====== Listed records ======
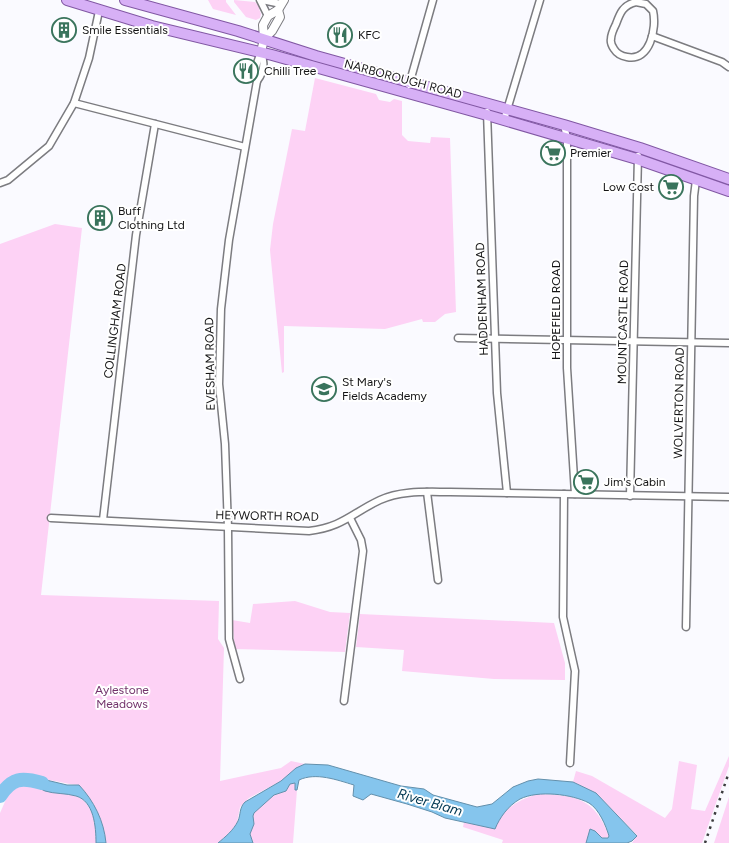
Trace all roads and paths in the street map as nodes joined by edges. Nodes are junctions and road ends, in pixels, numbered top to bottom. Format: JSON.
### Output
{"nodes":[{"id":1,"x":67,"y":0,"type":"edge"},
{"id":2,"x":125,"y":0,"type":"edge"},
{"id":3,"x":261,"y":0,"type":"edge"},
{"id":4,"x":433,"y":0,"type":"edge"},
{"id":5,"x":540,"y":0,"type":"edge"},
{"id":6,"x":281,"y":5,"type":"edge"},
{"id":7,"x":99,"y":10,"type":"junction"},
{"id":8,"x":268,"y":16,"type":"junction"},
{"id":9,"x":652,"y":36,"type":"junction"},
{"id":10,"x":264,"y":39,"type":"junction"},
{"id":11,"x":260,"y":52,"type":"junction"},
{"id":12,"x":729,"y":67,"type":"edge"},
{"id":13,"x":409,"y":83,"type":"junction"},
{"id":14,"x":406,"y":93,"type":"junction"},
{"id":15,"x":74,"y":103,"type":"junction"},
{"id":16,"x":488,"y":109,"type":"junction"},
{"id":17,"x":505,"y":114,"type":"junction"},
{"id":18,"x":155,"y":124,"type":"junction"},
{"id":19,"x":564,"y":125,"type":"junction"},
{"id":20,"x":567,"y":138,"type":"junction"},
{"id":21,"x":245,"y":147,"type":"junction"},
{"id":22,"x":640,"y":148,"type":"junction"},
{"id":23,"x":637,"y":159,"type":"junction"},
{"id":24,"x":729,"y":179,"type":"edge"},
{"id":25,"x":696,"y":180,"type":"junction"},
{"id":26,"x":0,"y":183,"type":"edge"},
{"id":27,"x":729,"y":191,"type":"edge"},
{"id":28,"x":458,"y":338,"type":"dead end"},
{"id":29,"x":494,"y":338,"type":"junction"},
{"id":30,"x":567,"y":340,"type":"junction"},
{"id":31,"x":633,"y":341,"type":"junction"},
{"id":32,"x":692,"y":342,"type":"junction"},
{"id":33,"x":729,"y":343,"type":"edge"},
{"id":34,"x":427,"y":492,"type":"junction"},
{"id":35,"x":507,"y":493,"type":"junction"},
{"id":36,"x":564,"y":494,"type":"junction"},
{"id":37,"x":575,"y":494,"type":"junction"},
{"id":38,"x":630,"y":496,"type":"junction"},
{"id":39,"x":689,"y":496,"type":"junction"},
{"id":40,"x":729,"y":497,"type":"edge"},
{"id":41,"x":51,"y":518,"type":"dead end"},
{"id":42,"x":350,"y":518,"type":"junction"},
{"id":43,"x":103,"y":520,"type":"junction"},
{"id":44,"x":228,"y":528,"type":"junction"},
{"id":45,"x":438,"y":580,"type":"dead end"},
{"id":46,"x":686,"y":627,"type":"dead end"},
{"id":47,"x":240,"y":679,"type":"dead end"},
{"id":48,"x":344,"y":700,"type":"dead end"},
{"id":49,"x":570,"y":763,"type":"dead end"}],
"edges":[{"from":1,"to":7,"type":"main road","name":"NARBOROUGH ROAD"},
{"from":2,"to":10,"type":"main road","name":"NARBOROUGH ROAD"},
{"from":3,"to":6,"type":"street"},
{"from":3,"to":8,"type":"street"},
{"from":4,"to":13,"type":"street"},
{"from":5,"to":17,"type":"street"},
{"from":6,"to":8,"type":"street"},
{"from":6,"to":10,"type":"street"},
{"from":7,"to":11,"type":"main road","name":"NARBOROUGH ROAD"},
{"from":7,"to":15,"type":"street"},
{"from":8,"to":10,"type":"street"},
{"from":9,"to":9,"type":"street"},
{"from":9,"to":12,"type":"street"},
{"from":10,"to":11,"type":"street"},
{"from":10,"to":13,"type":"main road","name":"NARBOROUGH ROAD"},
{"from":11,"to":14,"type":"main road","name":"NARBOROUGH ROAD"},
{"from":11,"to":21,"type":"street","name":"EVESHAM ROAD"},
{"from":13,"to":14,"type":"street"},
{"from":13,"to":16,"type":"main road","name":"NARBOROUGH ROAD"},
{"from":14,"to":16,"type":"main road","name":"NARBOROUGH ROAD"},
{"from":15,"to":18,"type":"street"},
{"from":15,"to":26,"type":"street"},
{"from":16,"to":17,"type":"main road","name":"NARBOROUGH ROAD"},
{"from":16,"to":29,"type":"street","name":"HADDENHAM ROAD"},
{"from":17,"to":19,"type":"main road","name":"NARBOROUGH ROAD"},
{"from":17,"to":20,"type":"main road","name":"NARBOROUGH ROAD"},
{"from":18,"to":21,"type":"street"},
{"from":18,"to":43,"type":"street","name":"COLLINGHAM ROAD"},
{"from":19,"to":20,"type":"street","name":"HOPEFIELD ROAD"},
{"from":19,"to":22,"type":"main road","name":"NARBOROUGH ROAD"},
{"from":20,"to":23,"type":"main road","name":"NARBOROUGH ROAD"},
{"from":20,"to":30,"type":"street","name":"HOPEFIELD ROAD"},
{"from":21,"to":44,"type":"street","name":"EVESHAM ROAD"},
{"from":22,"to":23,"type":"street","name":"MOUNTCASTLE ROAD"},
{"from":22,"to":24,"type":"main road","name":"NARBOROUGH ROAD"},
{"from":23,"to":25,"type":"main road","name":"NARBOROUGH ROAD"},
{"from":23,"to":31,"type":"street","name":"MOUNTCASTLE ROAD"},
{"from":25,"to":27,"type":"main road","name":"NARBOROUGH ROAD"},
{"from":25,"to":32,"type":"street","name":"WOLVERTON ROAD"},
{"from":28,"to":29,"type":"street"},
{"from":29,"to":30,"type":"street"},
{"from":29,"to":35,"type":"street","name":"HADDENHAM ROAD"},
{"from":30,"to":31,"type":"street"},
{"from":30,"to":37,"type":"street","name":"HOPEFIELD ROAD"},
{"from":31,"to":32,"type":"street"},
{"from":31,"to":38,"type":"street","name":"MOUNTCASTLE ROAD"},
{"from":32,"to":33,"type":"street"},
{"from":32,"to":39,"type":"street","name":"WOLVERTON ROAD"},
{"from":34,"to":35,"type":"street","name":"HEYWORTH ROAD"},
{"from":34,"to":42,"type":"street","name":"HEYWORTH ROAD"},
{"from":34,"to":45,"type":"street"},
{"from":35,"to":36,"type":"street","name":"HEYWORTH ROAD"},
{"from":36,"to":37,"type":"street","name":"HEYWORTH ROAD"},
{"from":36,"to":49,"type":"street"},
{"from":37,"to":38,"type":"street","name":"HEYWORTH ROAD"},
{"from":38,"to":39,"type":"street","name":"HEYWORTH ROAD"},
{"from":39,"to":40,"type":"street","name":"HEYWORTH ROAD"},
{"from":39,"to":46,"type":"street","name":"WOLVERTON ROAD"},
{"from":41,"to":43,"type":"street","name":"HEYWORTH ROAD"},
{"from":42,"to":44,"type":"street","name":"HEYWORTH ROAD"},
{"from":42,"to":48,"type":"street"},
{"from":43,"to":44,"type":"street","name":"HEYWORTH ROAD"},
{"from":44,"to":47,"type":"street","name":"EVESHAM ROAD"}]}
======
Among the lines of the data, find every one that holds "dead" and copy it.

_Written answer:_
{"id":28,"x":458,"y":338,"type":"dead end"},
{"id":41,"x":51,"y":518,"type":"dead end"},
{"id":45,"x":438,"y":580,"type":"dead end"},
{"id":46,"x":686,"y":627,"type":"dead end"},
{"id":47,"x":240,"y":679,"type":"dead end"},
{"id":48,"x":344,"y":700,"type":"dead end"},
{"id":49,"x":570,"y":763,"type":"dead end"}],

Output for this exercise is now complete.